Irma Álvarez-Laviada
Inside and outside the Frame
The Museo Nacional Thyssen-Bornemisza is presenting Inside and outside the Frame, the ninth edition of its Kora programme which presents an exhibition every year conceived from a gender perspective. On this occasion it focuses on the work of Irma Álvarez-Laviada (born Gijón, 1978), with a selection of more than thirty pieces created in the last decade, shown alongside paintings from the museum's own collection in an exhibition curated by Rocío de la Villa.
Álvarez-Laviada's works occupy an intermediate space, both within and outside the frame, created from industrial materials intended for functional purposes. Through this approach the artist reflects on inclusions and exclusions within the modern tradition of Western art: between the pure and the decorative, and between aesthetic experience and economic and ideological interests in art.

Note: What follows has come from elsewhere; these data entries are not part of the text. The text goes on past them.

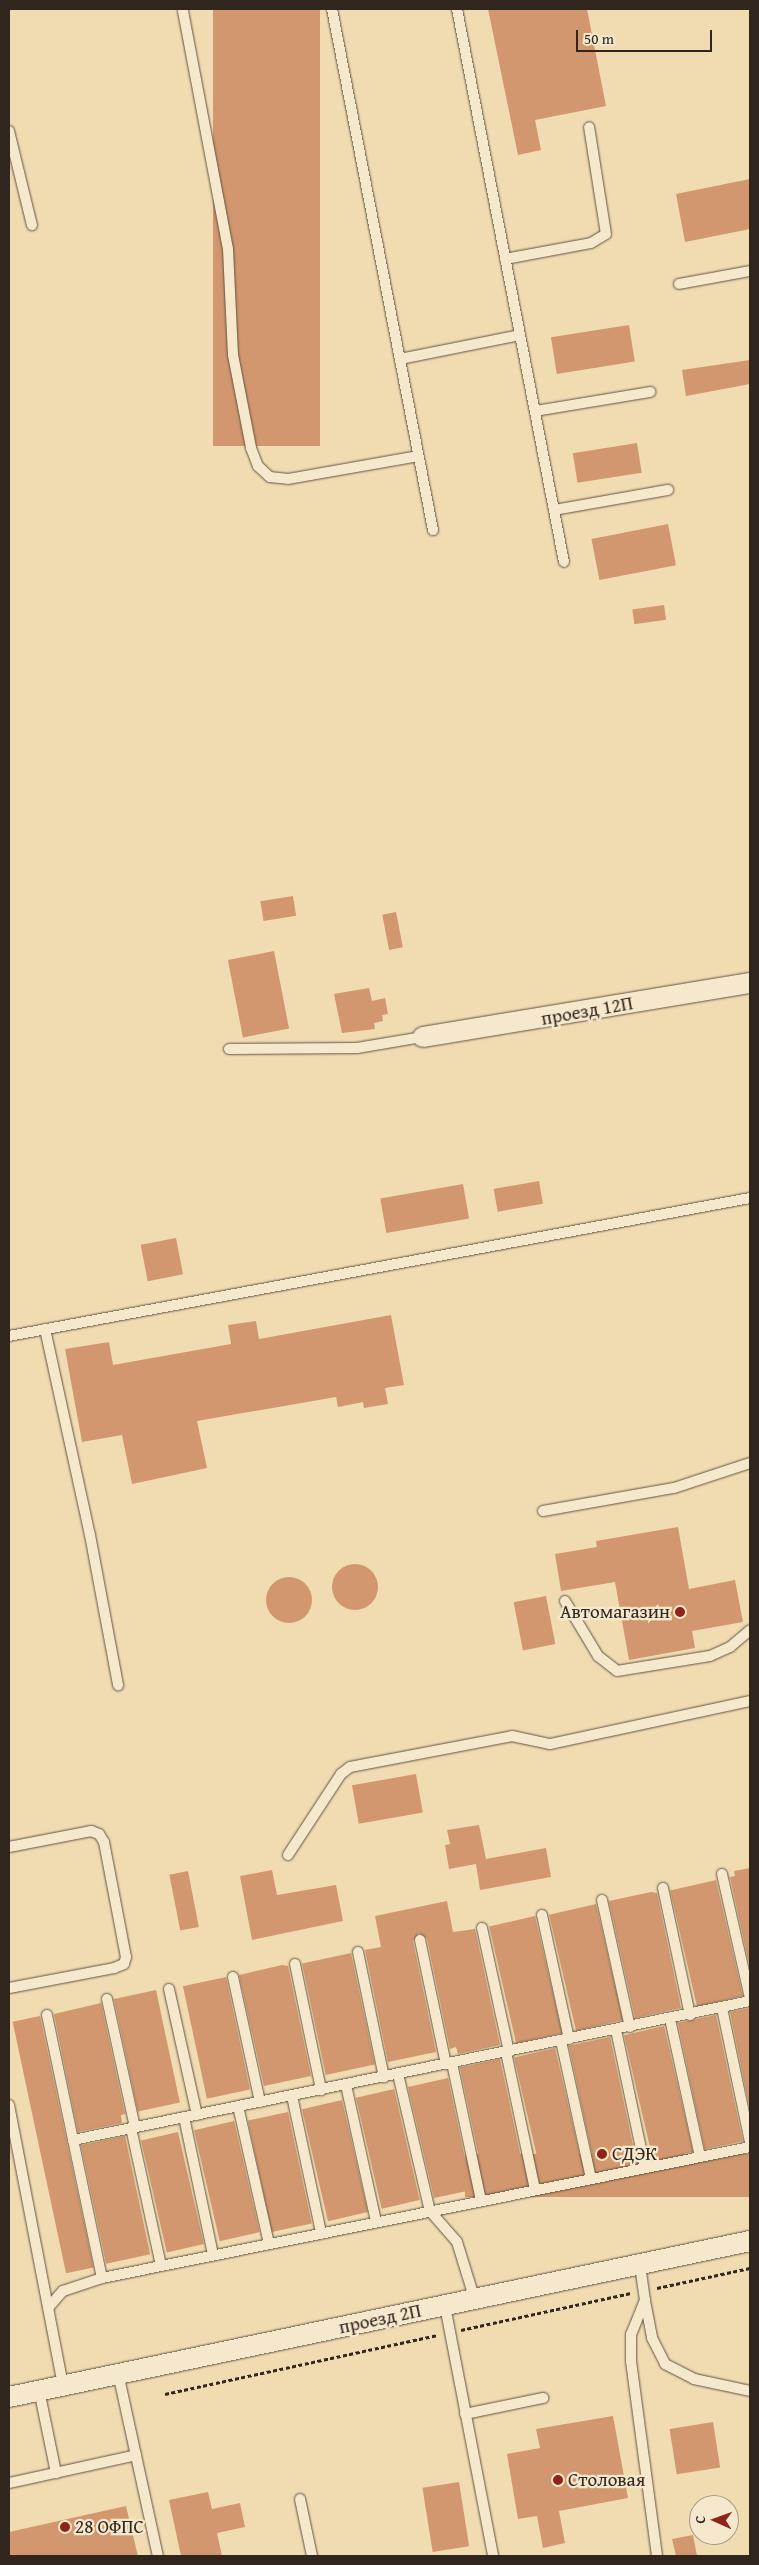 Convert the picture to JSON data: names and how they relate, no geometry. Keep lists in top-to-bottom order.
{
  "streets": {
    "street": ["проезд 12П", "проезд 2П"]
  },
  "places": [
    "Автомагазин",
    "СДЭК",
    "Столовая",
    "28 ОФПС"
  ],
  "scale_bar": "50 m",
  "north": "left"
}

Her makes use of geometrical abstraction from a gender perspective. The attributes of masculine and feminine stereotypes -vertical and horizontal, hard and soft, essential and subsidiary, full and empty - are questioned in pieces that engage with tradition, deconstructing it in creative processes governed by repetition and its variations.
Part of Álvarez-Laviada’s creative process involves reinterpretation and re-contextualisation. In this sense, she has selected a number of works from the museum’s permanent collection, locating them in dialogue with her own works in the museum’s galleries. Flat and vertical. Pedestal no. 0 (2020) and The Annunciation (ca. 1475) by Gentile Bellini allude to the importance of the relationship between architecture and painting and the absence of the figure.

The presence in the exhibition of Suprematism (1920-1921) by Nikolai Suetin reveals Álvarez-Laviada’s creative processes, constructed from references to formal abstraction, as evident in the work that accompanies it, ST. (Composition in red, blue and yellow on black 0) (2021). Finally, Green (2025) is seen alongside The Pond in the Forest (ca. 1867-68) by Edgar Degas, emphasising painting’s haptic values.

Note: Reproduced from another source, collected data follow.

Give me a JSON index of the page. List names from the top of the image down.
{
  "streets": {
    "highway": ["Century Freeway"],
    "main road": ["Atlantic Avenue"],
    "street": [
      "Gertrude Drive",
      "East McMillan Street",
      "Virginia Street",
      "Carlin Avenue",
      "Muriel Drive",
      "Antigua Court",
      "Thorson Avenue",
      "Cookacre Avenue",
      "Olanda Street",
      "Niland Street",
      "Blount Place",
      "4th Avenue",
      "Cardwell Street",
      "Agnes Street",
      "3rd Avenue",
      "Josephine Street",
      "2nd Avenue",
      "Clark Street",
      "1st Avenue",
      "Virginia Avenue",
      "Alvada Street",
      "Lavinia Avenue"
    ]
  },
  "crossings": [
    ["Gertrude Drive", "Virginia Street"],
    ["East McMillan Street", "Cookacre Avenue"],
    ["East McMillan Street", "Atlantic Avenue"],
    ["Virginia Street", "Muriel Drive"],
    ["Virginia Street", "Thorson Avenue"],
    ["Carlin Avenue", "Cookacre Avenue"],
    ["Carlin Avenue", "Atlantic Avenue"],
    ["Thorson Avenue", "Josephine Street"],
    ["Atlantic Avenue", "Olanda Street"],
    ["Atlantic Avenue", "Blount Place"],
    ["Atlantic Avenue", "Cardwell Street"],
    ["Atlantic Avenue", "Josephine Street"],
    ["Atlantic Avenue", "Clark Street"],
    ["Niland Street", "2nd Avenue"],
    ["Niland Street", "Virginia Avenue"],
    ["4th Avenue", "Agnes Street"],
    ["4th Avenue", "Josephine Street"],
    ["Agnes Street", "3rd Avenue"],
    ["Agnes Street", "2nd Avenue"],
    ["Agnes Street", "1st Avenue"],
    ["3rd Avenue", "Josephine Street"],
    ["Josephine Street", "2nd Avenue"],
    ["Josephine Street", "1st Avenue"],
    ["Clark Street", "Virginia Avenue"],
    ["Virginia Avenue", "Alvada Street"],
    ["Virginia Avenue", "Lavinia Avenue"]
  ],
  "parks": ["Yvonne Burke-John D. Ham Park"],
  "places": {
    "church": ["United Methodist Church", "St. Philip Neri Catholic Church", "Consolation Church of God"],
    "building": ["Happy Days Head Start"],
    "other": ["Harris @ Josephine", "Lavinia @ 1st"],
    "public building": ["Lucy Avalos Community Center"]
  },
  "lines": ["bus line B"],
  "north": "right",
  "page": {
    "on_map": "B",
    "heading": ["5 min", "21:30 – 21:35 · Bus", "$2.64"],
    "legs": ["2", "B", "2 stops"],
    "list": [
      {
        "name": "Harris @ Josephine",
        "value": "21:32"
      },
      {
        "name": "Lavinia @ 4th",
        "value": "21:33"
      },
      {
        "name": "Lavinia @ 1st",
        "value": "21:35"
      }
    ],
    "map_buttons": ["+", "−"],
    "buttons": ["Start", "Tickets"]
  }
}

The exhibition opens with works that combine yellow, red and blue with black, the result of mixing the three primary colours. Álvarez-Laviada explores the tradition of research into these colours, from Suprematism and Neoplasticism to the visual investigations of Joseph Albers, whose painting Casa Blanca B (1947-1954) is displayed in this section. Álvarez-Laviada’s work And I'm going round (2025), located in the centre, invites visitors to experience the space in a different way while appealing to personal experience.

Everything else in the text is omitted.